YOUR OBJECTIVE – The word "River" occurs in some lines of the data. Return each such line.

EXCERPTED DATA –
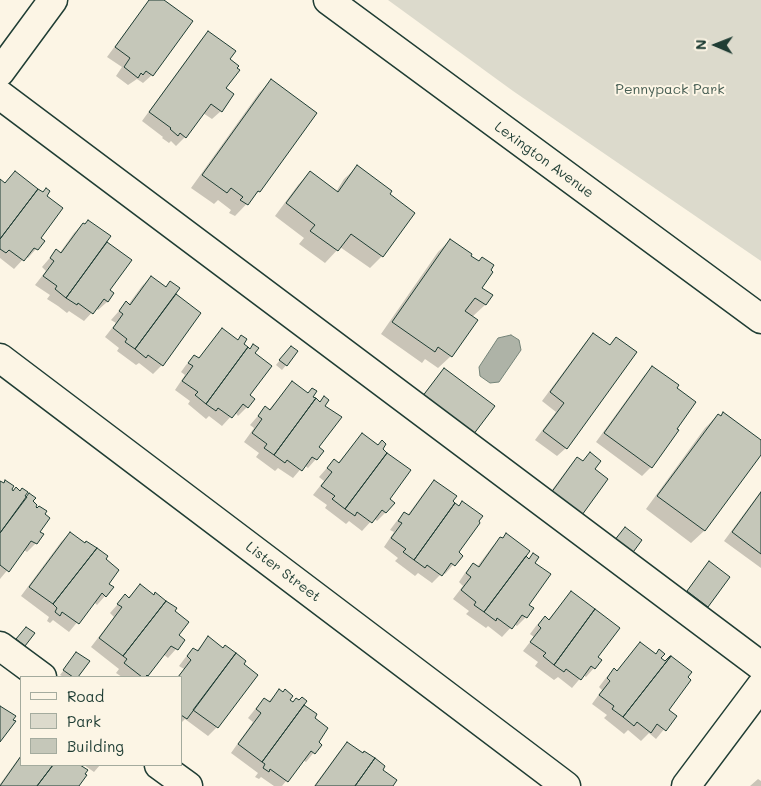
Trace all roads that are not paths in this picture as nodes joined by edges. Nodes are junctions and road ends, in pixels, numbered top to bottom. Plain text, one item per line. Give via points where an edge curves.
1 (53, 0) edge
2 (328, 0) edge
3 (0, 72) edge
4 (0, 95) edge
5 (761, 319) edge
6 (0, 358) edge
7 (0, 646) edge
8 (761, 666) edge
9 (41, 676) edge
10 (761, 686) edge
11 (160, 766) edge
12 (188, 786) edge
13 (566, 786) edge
14 (686, 786) edge

1 - 3 street
2 - 5 street, Lexington Avenue
4 - 8 street
6 - 13 street, Lister Street
7 - 9 street
10 - 14 street
11 - 12 street

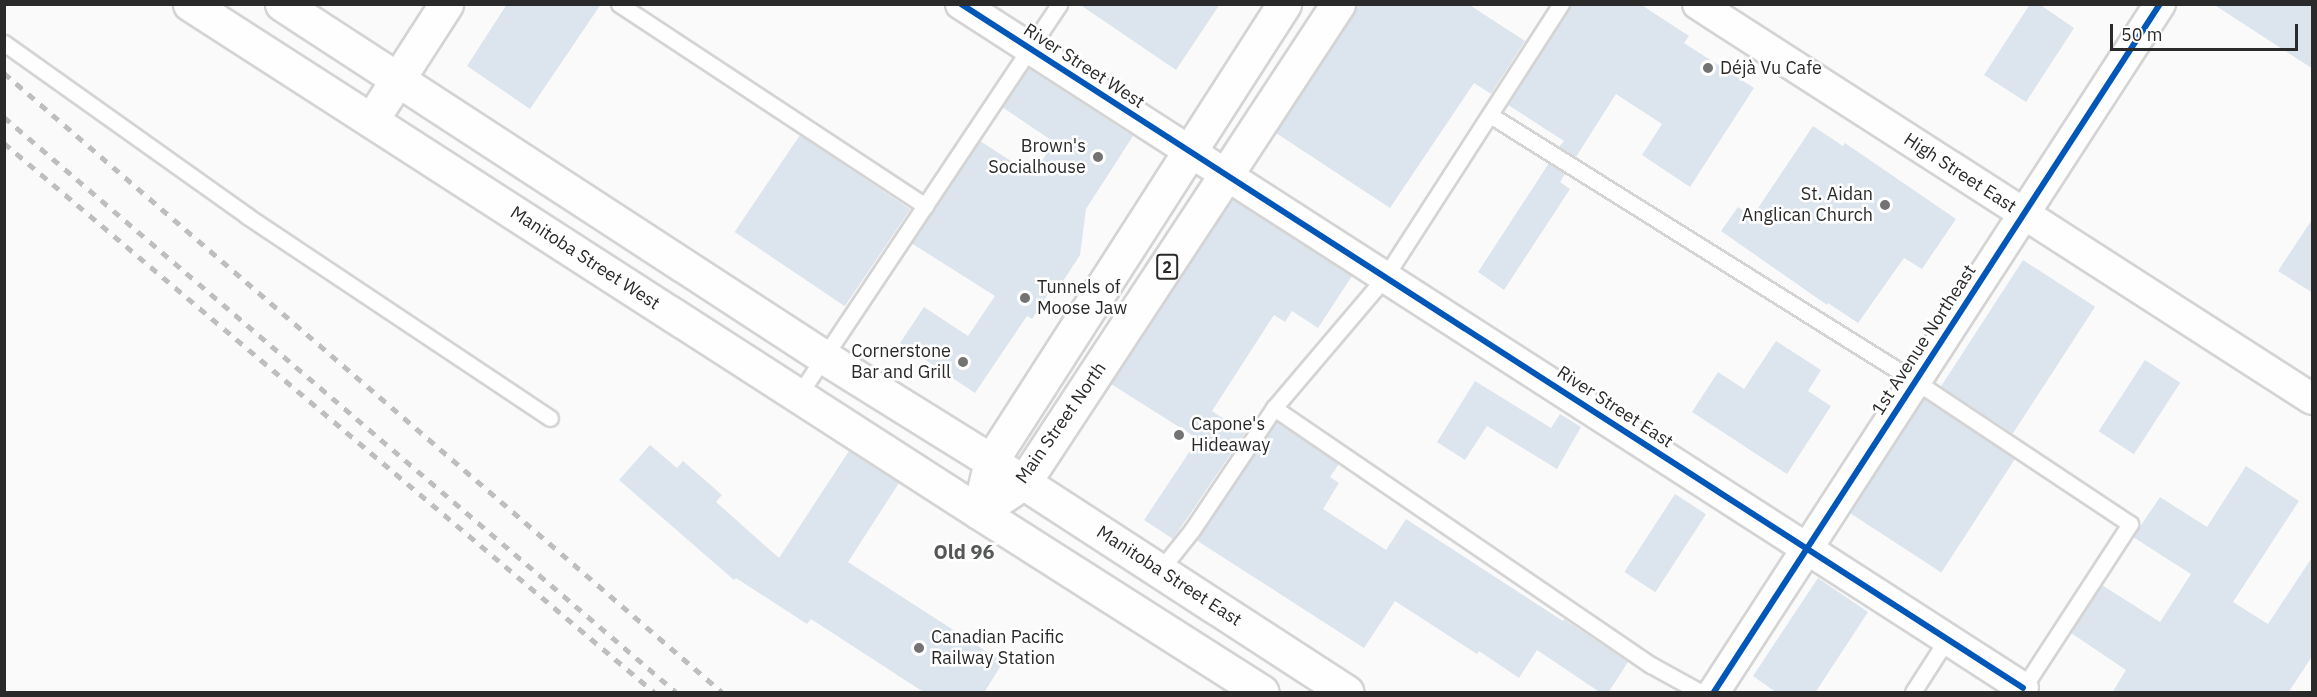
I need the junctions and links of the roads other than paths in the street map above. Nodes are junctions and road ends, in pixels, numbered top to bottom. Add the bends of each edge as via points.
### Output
1 (190, 4) edge
2 (282, 4) edge
3 (446, 4) edge
4 (619, 4) edge
5 (961, 4) edge
6 (1059, 4) edge
7 (1284, 4) edge
8 (1338, 4) edge
9 (1561, 4) edge
10 (1698, 4) edge
11 (2160, 4) edge
12 (4, 43) edge
13 (1030, 49) junction
14 (398, 79) junction
15 (1490, 115) junction
16 (372, 119) junction
17 (1190, 153) junction
18 (1228, 176) junction
19 (925, 206) junction
20 (2024, 214) junction
21 (1385, 278) junction
22 (824, 357) junction
23 (1915, 381) junction
24 (798, 396) junction
25 (2313, 399) edge
26 (1274, 408) junction
27 (550, 418) dead end
28 (991, 461) junction
29 (1024, 482) junction
30 (979, 512) junction
31 (1806, 548) junction
32 (1161, 569) junction
33 (1947, 639) junction
34 (2023, 688) joint
35 (1262, 693) edge
36 (1346, 693) edge
37 (1700, 693) edge
38 (1714, 693) edge
39 (1913, 693) edge

1 - 16 main road, Manitoba Street West
2 - 14 main road
3 - 14 main road
4 - 19 lane
5 - 13 street, River Street West
6 - 13 lane
7 - 17 main road, Main Street North / 2
8 - 18 main road, Main Street North / 2
9 - 15 lane
10 - 20 street, High Street East
11 - 20 street, 1st Avenue Northeast
12 - 27 lane via 248,216
13 - 17 street, River Street West
13 - 19 lane
14 - 16 main road
14 - 22 main road
15 - 21 lane
15 - 23 lane
16 - 24 main road, Manitoba Street West
17 - 18 street, River Street East
17 - 28 main road, Main Street North / 2
18 - 21 street, River Street East
18 - 29 main road, Main Street North / 2
19 - 22 lane
20 - 23 street, 1st Avenue Northeast
20 - 25 street, High Street East
21 - 26 lane
21 - 31 street, River Street East
22 - 24 lane
22 - 28 main road
23 - 31 street, 1st Avenue Northeast
23 - 34 lane via 2130,524
24 - 30 main road, Manitoba Street West
26 - 32 lane
26 - 37 lane via 1651,665
28 - 29 main road, Manitoba Street East
28 - 30 main road, Main Street North / 2
29 - 30 main road, Main Street North / 2
29 - 32 main road, Manitoba Street East
30 - 35 main road
31 - 33 street, River Street East
31 - 38 street, 1st Avenue Northeast
32 - 36 main road, Manitoba Street East
33 - 34 street, River Street East
33 - 39 lane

SOLUTION TO THIS EXERCISE –
5 - 13 street, River Street West
13 - 17 street, River Street West
17 - 18 street, River Street East
18 - 21 street, River Street East
21 - 31 street, River Street East
31 - 33 street, River Street East
33 - 34 street, River Street East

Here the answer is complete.